Great Plains Studies, Center for

 

Date of this Version

Summer 2007

Citation

Great Plains Quarterly Vol. 27, No. 3, Summer 2007, pp. 212-13.

Comments

Copyright 2007 by the Center for Great Plains Studies, University of Nebraska-Lincoln

Abstract

Nellie Tayloe Ross, governor of Wyoming from January 5, 1925-January 3, 1927, was sworn into office fifteen days before Miriam Ferguson in Texas, a precedence that earned the former a lasting legacy as the nation's first woman governor. The novelty of her status and her elegant charm won Ross the attention of her contemporaries. A series of autobiographical essays titled "Governor Lady," published in 1927 by Good Housekeeping, fed the interests of an admiring public. A more recent tribute is Teva Scheer's Governor Lady: The Life of Times of Nellie Tayloe Ross. "How should history evaluate the nation's first woman governor?" asks the author. For despite Ross's later accomplishments as an organizer for the national Democratic Party and director of the U.S. Mint, it is as Wyoming's governor that she is most remembered. Scheer's evaluation, reflecting extensive research, is an affirmative one that recognizes Ross's historical significance and argues her continuing importance.

Even as Ross extolled the virtues of hearth and home, after her husband's death in 1924 she would seldom devote her own energies there. Ross's story involves copious context, ranging from late nineteenth-century farming conditions to early twentieth-century monetary policy, from the nuances of Wyoming state politics through the years to postsuffrage feminism. Ross is described as a kindergarten teacher in Omaha and wife in Cheyenne, as gubernatorial candidate in the West and Chautauqua speaker in the East, as a political outsider among former suffragists and a Washington, D.C., insider during a succession of administrations. Explaining these shifts involves introducing a swelling cast of characters and conditions as much as portraying the woman herself.
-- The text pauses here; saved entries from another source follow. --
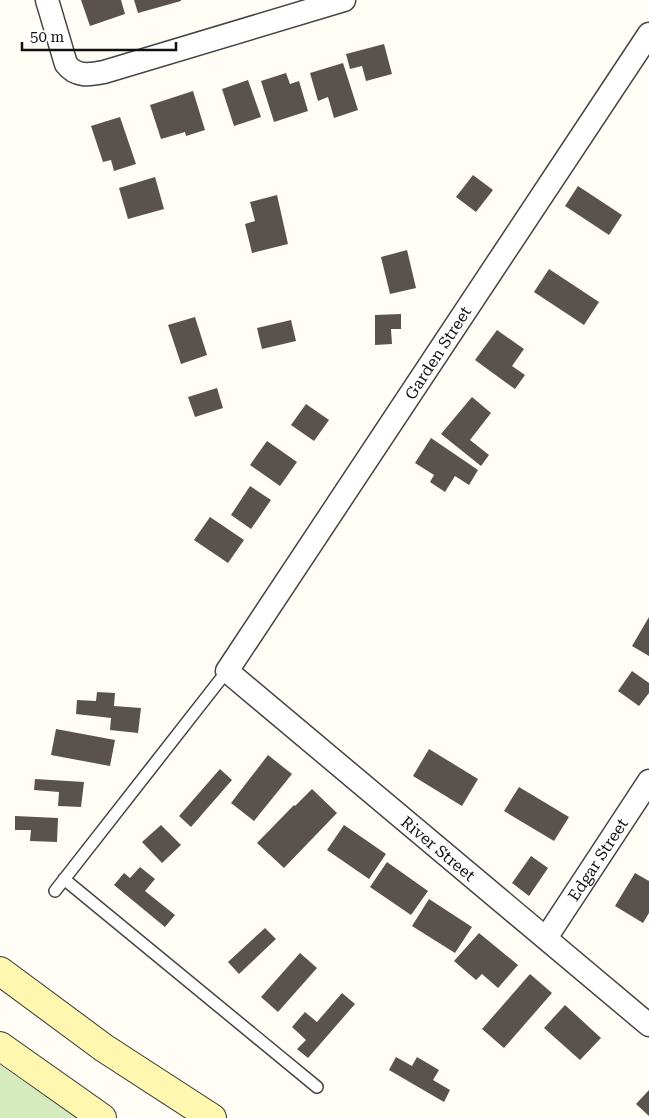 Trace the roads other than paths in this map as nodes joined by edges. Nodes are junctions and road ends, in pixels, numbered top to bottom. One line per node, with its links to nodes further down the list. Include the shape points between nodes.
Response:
1 (47, 0): 2 (street, via 66,64 78,74 104,72)
2 (344, 0)
3 (649, 34): 4 (street, Garden Street)
4 (227, 671): 6 (lane); 8 (street, River Street)
5 (649, 781): 8 (street, Edgar Street)
6 (64, 879): 7 (lane); 12 (lane)
7 (55, 891)
8 (546, 938): 10 (street, River Street)
9 (0, 971): 14 (street, via 104,1048)
10 (649, 1025)
11 (0, 1046): 13 (street)
12 (317, 1086)
13 (102, 1118)
14 (212, 1118)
Scheer describes Ross as the Missouri-born child of former slave owners, accounting for her Southern manners and perhaps some racist comments revealed in Ross's later correspondence. She connects Ross with the "typical middle-class American woman" of her era, in contrast to her college-educated contemporaries who also distinguished themselves as female firsts in the public sector.